Proseguì l'agitazione italica negli anni successivi, fino a che, dopo le nuove delusioni provocate dal fallimento delle promesse di Livio Druso, scoppiò la guerra sociale. Ma in questa, fortunatamente per Roma, la maggior parte delle città latine non presero le armi ed esse poterono per ciò fruire, se vollero, della concessione della cittadinanza romana, offerta dalla legge del console L. Giulio Cesare nel 90 a. C. agli alleati che fossero rimasti sino allora fedeli e che la desiderassero. In forza di questa legge ebbero la cittadinanza romana anche le colonie latine della Gallia Cisalpina, Placentia, Bononia e Cremona, e poiché la conservarono, naturalmente, le colonie romane di Parma, Mutina ed Eporedia, si può affermare che con la guerra sociale tutta la regione cispadana ebbe il diritto di cittadinanza. Nell'anno 89 a. C. la legge del console Pompeo Strabone concesse il ius Latii o Latium alla Gallia Transpadana, nel senso che i centri comunali di quella regione vennero con una finzione giuridica trasformati in colonie di diritto latino (naturalmente del tipo di quello duodecim coloniarum, l'unico adottato dalla seconda guerra punica in poi), e altrettanto avvenne per i comuni del territorio veneto. A queste colonie furono incorporate alcune delle tribù montane, che si trovavano ancora in un livello troppo basso di civiltà per poter avere una loro organizzazione comunale autonoma. Ma le città transpadane non si contentarono della latinità, e la loro aspirazione alla cittadinanza romana fu soddisfatta da Cesare nel 49 a. C., e dopo la battaglia di Filippi vennero comprese nel nome di Italia. In conseguenza di ciò, così le città latine che avevano conservato la loro indipendenza dopo la guerra latina, come le colonie latine di più o meno recente formazione in Italia, comprese quelle fittizie della Gallia Transpadana, furono trasformate in municipî romani e subirono quella livellazione di ordinamenti, comune alle altre città della federazione italica. Se prima della guerra sociale avevano avuto magistrati vari e di vario nome: dictatores, praetores, ecc., ora si organizzarono tutti sullo schema quattuorvirale o su quello duovirale, schemi bene lumeggiati dal Beloch.

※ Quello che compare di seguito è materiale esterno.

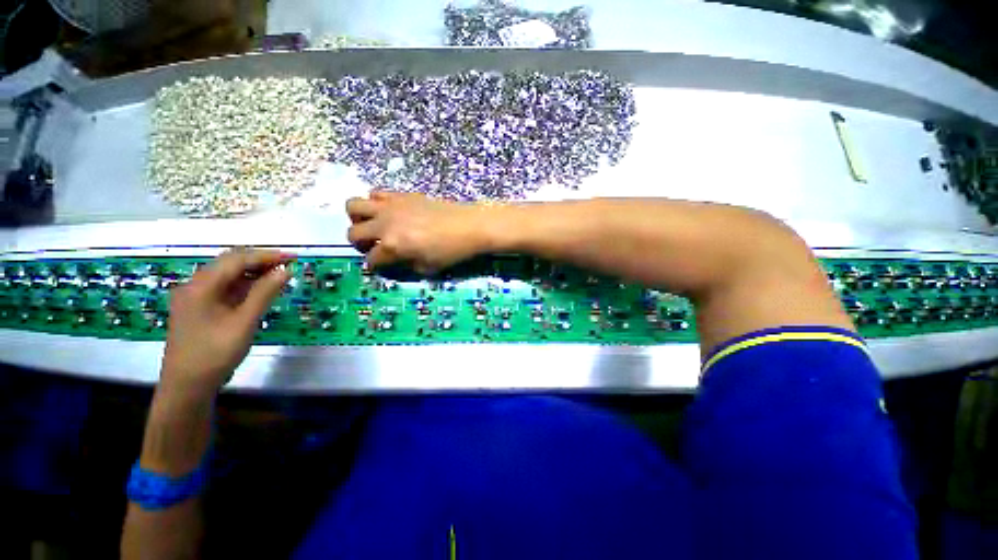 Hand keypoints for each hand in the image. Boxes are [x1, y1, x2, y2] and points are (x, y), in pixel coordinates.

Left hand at [159, 249, 293, 399]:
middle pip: (229, 263)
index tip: (293, 258)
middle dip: (260, 260)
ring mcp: (195, 297)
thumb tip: (286, 270)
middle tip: (288, 265)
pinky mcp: (199, 307)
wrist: (187, 385)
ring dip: (253, 272)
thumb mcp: (244, 322)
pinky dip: (244, 284)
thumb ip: (265, 293)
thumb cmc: (215, 353)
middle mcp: (194, 285)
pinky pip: (224, 287)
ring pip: (227, 274)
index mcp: (201, 286)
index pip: (237, 260)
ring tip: (279, 275)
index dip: (266, 256)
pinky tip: (260, 290)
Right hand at [346, 191, 491, 272]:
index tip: (382, 266)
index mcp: (392, 246)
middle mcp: (385, 224)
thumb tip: (393, 261)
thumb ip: (404, 266)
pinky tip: (390, 212)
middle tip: (375, 247)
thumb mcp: (427, 268)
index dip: (375, 266)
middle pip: (353, 233)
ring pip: (353, 205)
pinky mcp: (401, 195)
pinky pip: (376, 193)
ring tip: (374, 226)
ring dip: (359, 219)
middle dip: (360, 244)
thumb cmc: (451, 252)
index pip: (371, 260)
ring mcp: (391, 206)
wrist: (469, 226)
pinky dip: (376, 203) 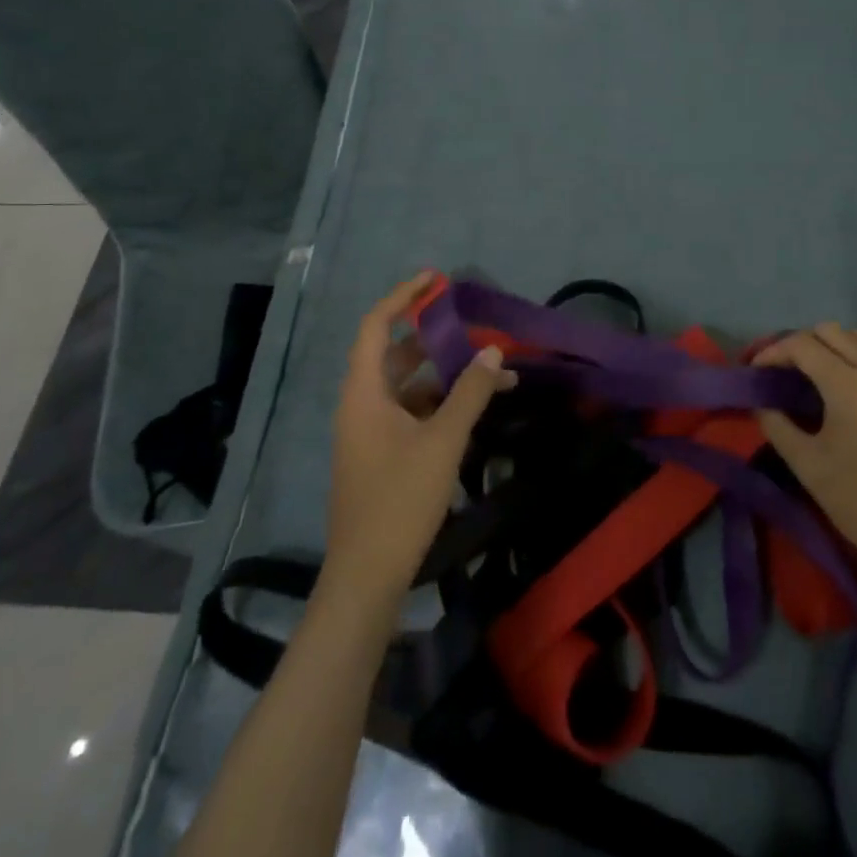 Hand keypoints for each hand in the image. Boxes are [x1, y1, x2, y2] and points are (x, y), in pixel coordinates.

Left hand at [324, 272, 516, 602]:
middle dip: (436, 339)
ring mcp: (370, 432)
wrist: (367, 576)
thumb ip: (470, 392)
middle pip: (396, 354)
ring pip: (409, 385)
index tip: (435, 280)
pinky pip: (412, 412)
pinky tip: (476, 408)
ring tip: (494, 372)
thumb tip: (494, 351)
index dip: (402, 297)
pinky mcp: (382, 454)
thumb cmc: (400, 500)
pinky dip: (441, 403)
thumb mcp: (443, 441)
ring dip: (446, 375)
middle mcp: (362, 404)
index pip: (375, 326)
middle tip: (475, 328)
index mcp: (364, 392)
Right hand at [755, 325, 856, 611]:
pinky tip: (843, 384)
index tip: (755, 372)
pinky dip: (854, 354)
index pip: (802, 345)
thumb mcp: (807, 465)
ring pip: (855, 336)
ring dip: (828, 345)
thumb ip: (776, 424)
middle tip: (779, 372)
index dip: (772, 352)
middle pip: (828, 331)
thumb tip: (760, 401)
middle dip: (797, 345)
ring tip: (809, 374)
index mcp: (850, 386) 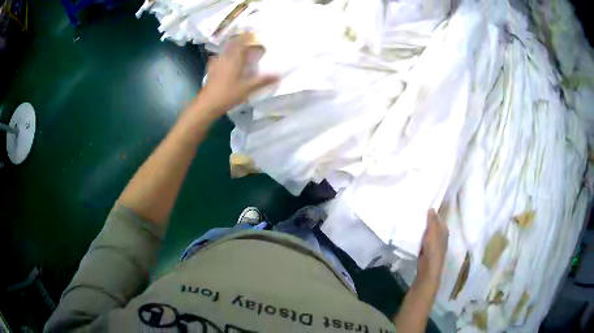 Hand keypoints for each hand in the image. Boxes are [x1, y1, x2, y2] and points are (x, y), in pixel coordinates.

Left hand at [199, 33, 279, 115]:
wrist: (207, 104)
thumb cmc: (228, 94)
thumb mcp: (247, 88)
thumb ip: (263, 80)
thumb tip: (279, 75)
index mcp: (234, 59)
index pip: (242, 42)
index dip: (249, 37)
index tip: (255, 34)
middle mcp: (225, 57)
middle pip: (233, 43)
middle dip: (241, 40)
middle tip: (248, 39)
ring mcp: (216, 63)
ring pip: (225, 50)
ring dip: (233, 46)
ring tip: (239, 48)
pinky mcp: (211, 70)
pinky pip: (219, 57)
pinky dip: (225, 55)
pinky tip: (225, 60)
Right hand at [416, 209, 448, 287]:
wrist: (428, 268)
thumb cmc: (433, 249)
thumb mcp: (433, 232)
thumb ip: (432, 220)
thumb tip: (432, 208)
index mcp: (444, 230)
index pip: (438, 218)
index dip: (431, 213)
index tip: (422, 208)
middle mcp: (441, 236)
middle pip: (433, 225)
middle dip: (425, 221)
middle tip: (415, 214)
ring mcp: (434, 244)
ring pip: (427, 233)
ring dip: (421, 229)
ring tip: (411, 222)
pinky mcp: (427, 250)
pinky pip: (422, 240)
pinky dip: (418, 237)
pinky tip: (411, 234) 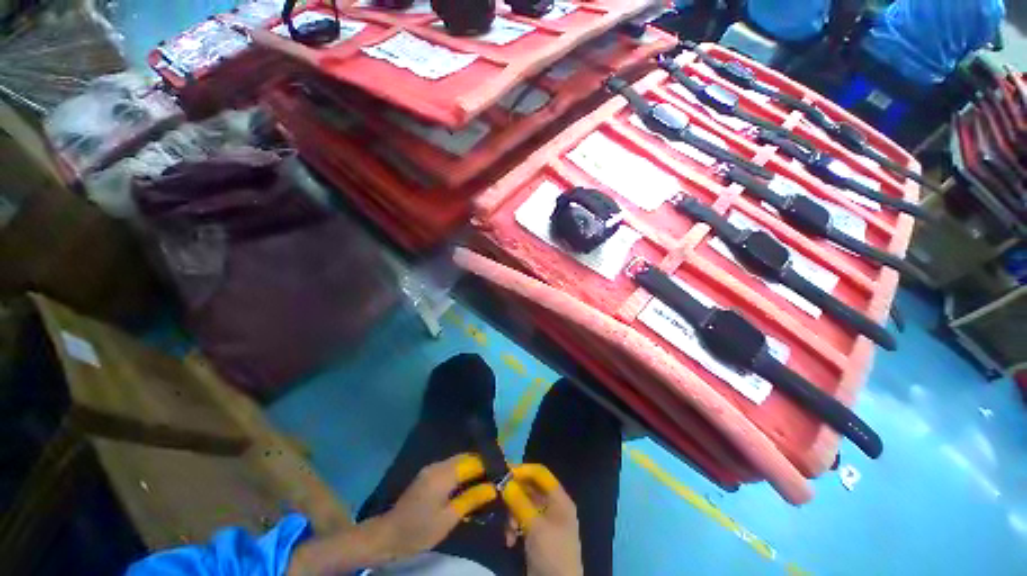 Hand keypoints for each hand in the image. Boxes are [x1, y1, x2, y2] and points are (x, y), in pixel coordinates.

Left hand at [288, 455, 495, 575]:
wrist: (387, 535)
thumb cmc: (418, 531)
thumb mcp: (448, 519)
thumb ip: (471, 499)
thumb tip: (493, 488)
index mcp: (443, 474)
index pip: (473, 461)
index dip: (490, 463)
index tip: (505, 469)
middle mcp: (439, 465)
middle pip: (467, 457)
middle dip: (484, 463)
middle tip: (499, 474)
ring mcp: (432, 468)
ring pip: (460, 460)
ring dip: (475, 467)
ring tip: (489, 478)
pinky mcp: (429, 474)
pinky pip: (453, 466)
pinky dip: (465, 471)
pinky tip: (472, 481)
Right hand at [503, 465, 582, 575]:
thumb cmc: (552, 554)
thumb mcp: (535, 527)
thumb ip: (519, 501)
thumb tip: (504, 480)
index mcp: (559, 499)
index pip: (540, 473)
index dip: (523, 470)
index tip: (503, 472)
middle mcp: (552, 506)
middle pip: (530, 488)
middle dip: (514, 495)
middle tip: (498, 499)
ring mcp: (544, 521)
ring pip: (523, 505)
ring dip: (512, 514)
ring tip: (508, 529)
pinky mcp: (536, 535)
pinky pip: (521, 521)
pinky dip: (514, 527)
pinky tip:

Lo ius Latii durante l'Impero. - L'esempio dato da Pompeo Strabone di attribuire il diritto fittizio di colonia latina, indipendentemente da un' effettiva deduzione, fu in appresso largamente seguito, perché Cesare lo concesse a molti, forse a tutti i comuni siciliani e ad alcune città della Narbonense, Augusto ad altre di questa stessa regione, dell'Aquitania, della Betica, delle Alpi Cozie, delle Alpi Marittime, Nerone all'intero territorio di quest'ultima provincia, Vespasiano alla Spagna intera, Adriano a tutte le Gallie. A partire dal sec. II d. C. questo diritto di latinità si poté acquistare anche entrando nel corpo degli equites singulares o in altre guise. In un certo momento fu ad alcuni comuni latini concessa la facoltà che potessero acquistare la cittadinanza romana non soltanto quei cittadini che avessero rivestito delle magistrature municipali, ma anche coloro che fossero semplici decurioni. Ciò avvenne, pare, quando sotto gli Antonini il decurionato cominciò a diventare pesante e parve opportuno lusingare i municipali a sottostarvi. Comunque, sorse così quella distinzione tra Latium maius e Latium minus, sulla quale molto fu discusso, finché la luce fu fatta con la restituzione da parte dello Studemund del passo delle Istituzioni di Gaio che la menziona: il Latium maius è la latinità che dava diritto all'acquisto della cittadinanza anche ai semplici decurioni; il Latium minus quella che limitava questo diritto a coloro che fossero stati magistrati. Con la concessione della cittadinanza romana a tutto l'impero per opera di Caracalla, queste distinzioni caddero.